Many companies outsource data collection, visualization, and analysis. That means they often don’t know how the whole employee experience – from hiring to performance management to employee engagement and belonging – breaks down across demographics. Not only are they not able to spot the gaps, they also can’t measure the impact of new initiatives, a key component of ensuring DEI efforts are driving employee engagement, retention, belonging, and happiness. 

I get so excited about ChartHop’s DEI data collection and reporting features because the ability to support and analyze any aspect of an employee’s demographic information – through factors such as race, gender, sexuality, education level, veteran status, and more – allows for an incredibly comprehensive view of how our employee’s lived experience brought them here and what they need to succeed. After all, you can’t change what you don’t know.

Jenna Carson

HR Manager at Music Grotto

We use a software called Pipeline to help us combat issues like the gender pay gap and the race gap. Pipeline helps us understand how equality and diversity impacts every hire, company review, or staff analysis we complete. 

The idea of including diversity and inclusion in the workplace has become commonplace, we’re glad of that and we’re glad that Pipeline has helped us understand the benefits of it in new ways. Our HR team inputs all of our company information into Pipeline and the software analyzes the data for us and then creates predictions relating to people, finances and inclusion strategy. For example, it even tells us what the long term financial benefits are of changing people’s salary.
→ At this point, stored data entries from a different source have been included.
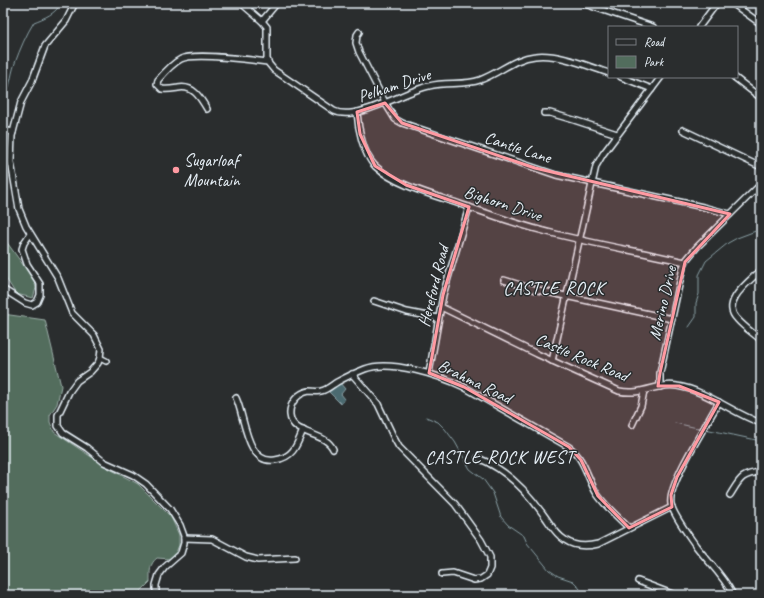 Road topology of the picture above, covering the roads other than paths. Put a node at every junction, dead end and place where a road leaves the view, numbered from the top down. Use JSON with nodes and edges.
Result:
{"nodes":[{"id":1,"x":75,"y":3,"type":"edge"},
{"id":2,"x":241,"y":3,"type":"edge"},
{"id":3,"x":277,"y":3,"type":"edge"},
{"id":4,"x":582,"y":3,"type":"edge"},
{"id":5,"x":603,"y":3,"type":"edge"},
{"id":6,"x":717,"y":3,"type":"edge"},
{"id":7,"x":732,"y":3,"type":"edge"},
{"id":8,"x":601,"y":10,"type":"junction"},
{"id":9,"x":262,"y":21,"type":"junction"},
{"id":10,"x":761,"y":24,"type":"edge"},
{"id":11,"x":650,"y":26,"type":"edge"},
{"id":12,"x":700,"y":26,"type":"edge"},
{"id":13,"x":359,"y":32,"type":"dead end"},
{"id":14,"x":268,"y":62,"type":"junction"},
{"id":15,"x":608,"y":73,"type":"edge"},
{"id":16,"x":624,"y":78,"type":"edge"},
{"id":17,"x":660,"y":78,"type":"edge"},
{"id":18,"x":735,"y":78,"type":"edge"},
{"id":19,"x":652,"y":89,"type":"junction"},
{"id":20,"x":761,"y":98,"type":"edge"},
{"id":21,"x":385,"y":103,"type":"junction"},
{"id":22,"x":207,"y":109,"type":"dead end"},
{"id":23,"x":357,"y":112,"type":"junction"},
{"id":24,"x":544,"y":113,"type":"dead end"},
{"id":25,"x":3,"y":130,"type":"edge"},
{"id":26,"x":683,"y":130,"type":"dead end"},
{"id":27,"x":13,"y":132,"type":"junction"},
{"id":28,"x":617,"y":134,"type":"junction"},
{"id":29,"x":761,"y":167,"type":"edge"},
{"id":30,"x":591,"y":183,"type":"junction"},
{"id":31,"x":761,"y":184,"type":"edge"},
{"id":32,"x":469,"y":207,"type":"junction"},
{"id":33,"x":730,"y":214,"type":"junction"},
{"id":34,"x":30,"y":234,"type":"junction"},
{"id":35,"x":579,"y":239,"type":"junction"},
{"id":36,"x":685,"y":262,"type":"junction"},
{"id":37,"x":761,"y":270,"type":"edge"},
{"id":38,"x":504,"y":280,"type":"dead end"},
{"id":39,"x":3,"y":289,"type":"edge"},
{"id":40,"x":566,"y":296,"type":"junction"},
{"id":41,"x":374,"y":301,"type":"dead end"},
{"id":42,"x":440,"y":307,"type":"junction"},
{"id":43,"x":438,"y":318,"type":"junction"},
{"id":44,"x":672,"y":319,"type":"junction"},
{"id":45,"x":761,"y":340,"type":"edge"},
{"id":46,"x":100,"y":358,"type":"junction"},
{"id":47,"x":106,"y":361,"type":"dead end"},
{"id":48,"x":552,"y":361,"type":"junction"},
{"id":49,"x":429,"y":373,"type":"junction"},
{"id":50,"x":352,"y":374,"type":"junction"},
{"id":51,"x":660,"y":387,"type":"junction"},
{"id":52,"x":644,"y":391,"type":"junction"},
{"id":53,"x":236,"y":398,"type":"dead end"},
{"id":54,"x":719,"y":402,"type":"junction"},
{"id":55,"x":761,"y":423,"type":"edge"},
{"id":56,"x":632,"y":425,"type":"dead end"},
{"id":57,"x":303,"y":430,"type":"junction"},
{"id":58,"x":333,"y":449,"type":"dead end"},
{"id":59,"x":478,"y":458,"type":"dead end"},
{"id":60,"x":761,"y":472,"type":"edge"},
{"id":61,"x":730,"y":495,"type":"dead end"},
{"id":62,"x":672,"y":507,"type":"junction"},
{"id":63,"x":629,"y":528,"type":"junction"},
{"id":64,"x":184,"y":538,"type":"junction"},
{"id":65,"x":295,"y":558,"type":"dead end"},
{"id":66,"x":442,"y":574,"type":"dead end"},
{"id":67,"x":638,"y":581,"type":"dead end"},
{"id":68,"x":156,"y":595,"type":"edge"},
{"id":69,"x":675,"y":595,"type":"edge"},
{"id":70,"x":733,"y":595,"type":"edge"}],
"edges":[{"from":1,"to":27,"type":"street"},
{"from":2,"to":9,"type":"street"},
{"from":3,"to":9,"type":"street"},
{"from":4,"to":8,"type":"street"},
{"from":5,"to":8,"type":"street"},
{"from":6,"to":12,"type":"street"},
{"from":7,"to":10,"type":"street"},
{"from":8,"to":11,"type":"street"},
{"from":9,"to":14,"type":"street"},
{"from":13,"to":21,"type":"street","name":"Cantle Lane"},
{"from":14,"to":22,"type":"street"},
{"from":14,"to":23,"type":"street","name":"Pelham Drive"},
{"from":15,"to":21,"type":"street","name":"Pelham Drive"},
{"from":16,"to":19,"type":"street"},
{"from":17,"to":19,"type":"street"},
{"from":18,"to":20,"type":"street"},
{"from":19,"to":28,"type":"street"},
{"from":21,"to":23,"type":"street","name":"Pelham Drive"},
{"from":21,"to":30,"type":"street","name":"Cantle Lane"},
{"from":23,"to":32,"type":"street","name":"Bighorn Drive"},
{"from":24,"to":28,"type":"street"},
{"from":25,"to":27,"type":"street"},
{"from":26,"to":29,"type":"street"},
{"from":27,"to":34,"type":"street"},
{"from":28,"to":30,"type":"street"},
{"from":30,"to":33,"type":"street","name":"Cantle Lane"},
{"from":30,"to":35,"type":"street"},
{"from":31,"to":33,"type":"street","name":"Merino Drive"},
{"from":32,"to":35,"type":"street","name":"Bighorn Drive"},
{"from":32,"to":42,"type":"street","name":"Hereford Road"},
{"from":33,"to":36,"type":"street","name":"Merino Drive"},
{"from":34,"to":39,"type":"street"},
{"from":34,"to":46,"type":"street"},
{"from":35,"to":36,"type":"street","name":"Bighorn Drive"},
{"from":35,"to":40,"type":"street"},
{"from":36,"to":44,"type":"street","name":"Merino Drive"},
{"from":37,"to":45,"type":"street"},
{"from":38,"to":40,"type":"street"},
{"from":40,"to":44,"type":"street"},
{"from":40,"to":48,"type":"street"},
{"from":41,"to":43,"type":"street"},
{"from":42,"to":43,"type":"street","name":"Hereford Road"},
{"from":42,"to":48,"type":"street","name":"Castle Rock Road"},
{"from":43,"to":49,"type":"street","name":"Hereford Road"},
{"from":44,"to":51,"type":"street","name":"Merino Drive"},
{"from":46,"to":47,"type":"street"},
{"from":46,"to":64,"type":"street"},
{"from":48,"to":52,"type":"street","name":"Castle Rock Road"},
{"from":49,"to":50,"type":"street","name":"Brahma Road"},
{"from":49,"to":63,"type":"street","name":"Brahma Road"},
{"from":50,"to":57,"type":"street","name":"Brahma Road"},
{"from":50,"to":66,"type":"street"},
{"from":51,"to":52,"type":"street","name":"Castle Rock Road"},
{"from":51,"to":54,"type":"street","name":"Castle Rock Road"},
{"from":52,"to":56,"type":"street"},
{"from":53,"to":57,"type":"street"},
{"from":54,"to":55,"type":"street","name":"Castle Rock Road"},
{"from":54,"to":62,"type":"street"},
{"from":57,"to":58,"type":"street","name":"Brahma Road"},
{"from":59,"to":63,"type":"street"},
{"from":60,"to":61,"type":"street"},
{"from":62,"to":63,"type":"street"},
{"from":62,"to":70,"type":"street"},
{"from":64,"to":65,"type":"street"},
{"from":64,"to":68,"type":"street"},
{"from":67,"to":69,"type":"street"}]}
Prior to using Pipeline, we had hired Diversity & Inclusion specialists to review our work and help us create a positive culture shift that impacted how staff act and feel. We will still do that occasionally but Pipeline has more tangible benefits we can use daily. We use the data from it’s AI in weekly HR reviews and we use its financial data in our daily finance meetings.

We want staff to know we are doing what we can to create an equal workplace and will introduce this tool to all staff when we do equality reviews over Black History Month & Women’s History Month.

What’re my next steps? 

Check out our detailed landscape on diversity and inclusion hiring tools, with information on pricing, ROI, benefits, pitfalls, and more. By putting a bigger emphasis on diversity, equity, and inclusion in the talent acquisition process, your diversity initiatives will get a boost from the get-go. 

Once you decide to use a tool, decide on a few metrics for measuring success. That way, you can have a true sense of what’s working and what isn’t. As time goes on, you’ll paint a clearer picture of what needs to change in your organization.